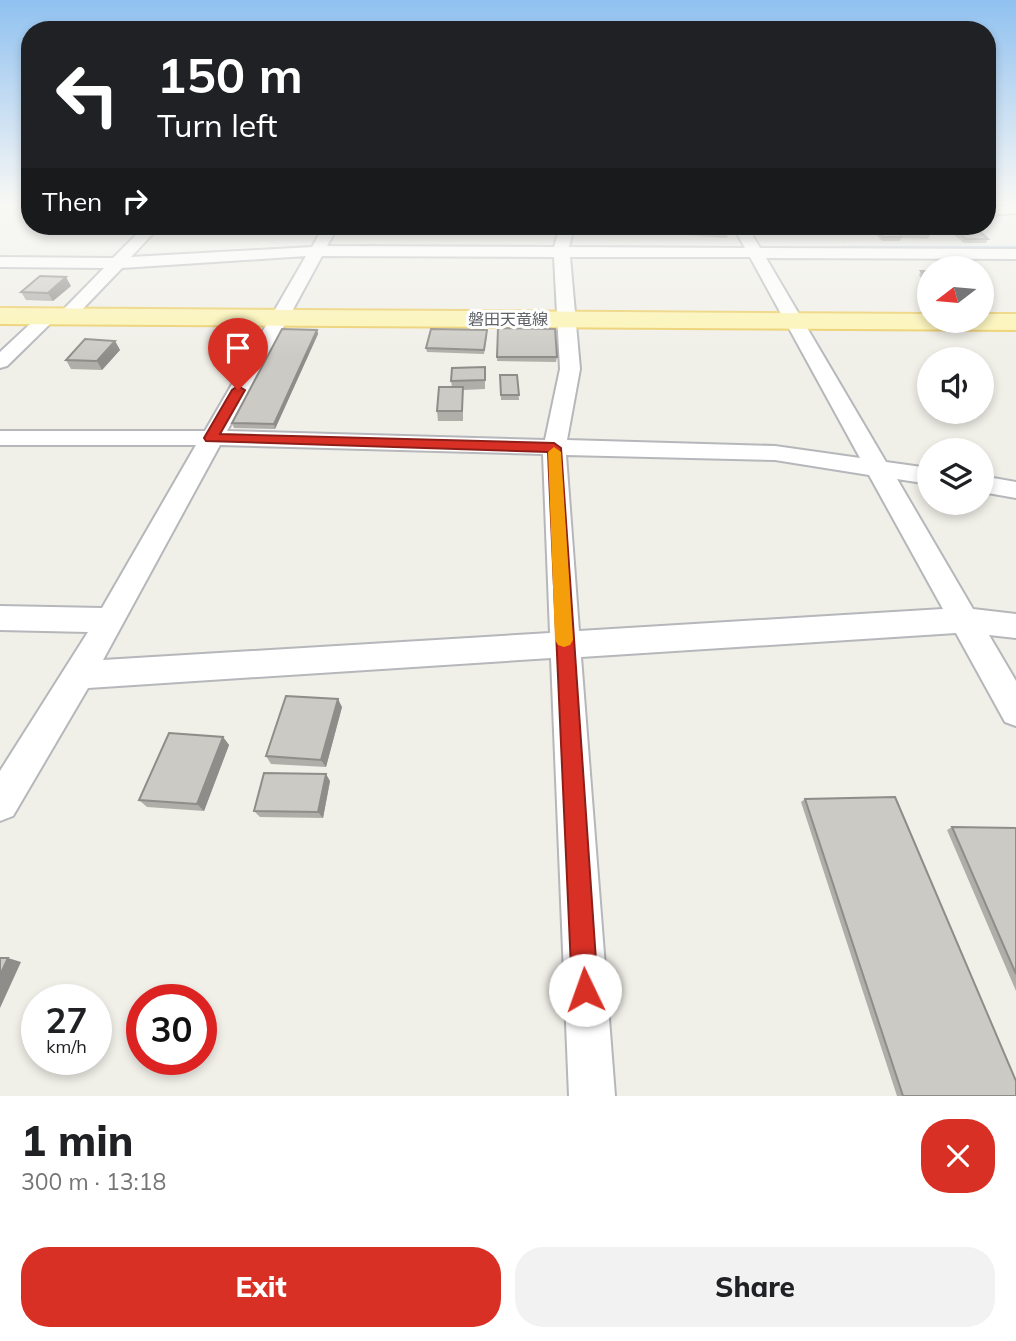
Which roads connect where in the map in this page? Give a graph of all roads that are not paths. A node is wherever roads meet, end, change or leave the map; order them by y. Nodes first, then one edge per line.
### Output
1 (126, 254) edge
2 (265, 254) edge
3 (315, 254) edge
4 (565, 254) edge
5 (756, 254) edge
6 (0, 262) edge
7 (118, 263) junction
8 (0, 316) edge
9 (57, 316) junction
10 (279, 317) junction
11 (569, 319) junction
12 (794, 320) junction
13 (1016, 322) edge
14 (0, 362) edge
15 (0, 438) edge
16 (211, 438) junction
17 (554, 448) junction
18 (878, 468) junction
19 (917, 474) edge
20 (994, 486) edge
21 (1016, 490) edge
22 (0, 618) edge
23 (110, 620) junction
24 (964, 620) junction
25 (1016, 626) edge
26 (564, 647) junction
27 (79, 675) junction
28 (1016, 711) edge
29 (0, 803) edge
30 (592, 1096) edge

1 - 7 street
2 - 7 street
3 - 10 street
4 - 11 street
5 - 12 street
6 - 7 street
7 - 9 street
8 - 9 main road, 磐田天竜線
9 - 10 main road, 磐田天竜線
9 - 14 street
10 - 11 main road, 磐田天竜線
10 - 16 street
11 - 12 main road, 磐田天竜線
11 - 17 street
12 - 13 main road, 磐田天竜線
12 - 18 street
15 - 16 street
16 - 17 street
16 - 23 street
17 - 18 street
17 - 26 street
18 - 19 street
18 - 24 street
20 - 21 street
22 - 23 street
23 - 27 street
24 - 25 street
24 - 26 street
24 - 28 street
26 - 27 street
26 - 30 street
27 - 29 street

YOUR ASSIGNMENT: Output the listing above in full and exactly, with pictures excluded.

ANSWER BOX:
Which roads connect where in the map in this page? Give a graph of all roads that are not paths. A node is wherever roads meet, end, change or leave the map; order them by y. Nodes first, then one edge per line.
### Output
1 (126, 254) edge
2 (265, 254) edge
3 (315, 254) edge
4 (565, 254) edge
5 (756, 254) edge
6 (0, 262) edge
7 (118, 263) junction
8 (0, 316) edge
9 (57, 316) junction
10 (279, 317) junction
11 (569, 319) junction
12 (794, 320) junction
13 (1016, 322) edge
14 (0, 362) edge
15 (0, 438) edge
16 (211, 438) junction
17 (554, 448) junction
18 (878, 468) junction
19 (917, 474) edge
20 (994, 486) edge
21 (1016, 490) edge
22 (0, 618) edge
23 (110, 620) junction
24 (964, 620) junction
25 (1016, 626) edge
26 (564, 647) junction
27 (79, 675) junction
28 (1016, 711) edge
29 (0, 803) edge
30 (592, 1096) edge

1 - 7 street
2 - 7 street
3 - 10 street
4 - 11 street
5 - 12 street
6 - 7 street
7 - 9 street
8 - 9 main road, 磐田天竜線
9 - 10 main road, 磐田天竜線
9 - 14 street
10 - 11 main road, 磐田天竜線
10 - 16 street
11 - 12 main road, 磐田天竜線
11 - 17 street
12 - 13 main road, 磐田天竜線
12 - 18 street
15 - 16 street
16 - 17 street
16 - 23 street
17 - 18 street
17 - 26 street
18 - 19 street
18 - 24 street
20 - 21 street
22 - 23 street
23 - 27 street
24 - 25 street
24 - 26 street
24 - 28 street
26 - 27 street
26 - 30 street
27 - 29 street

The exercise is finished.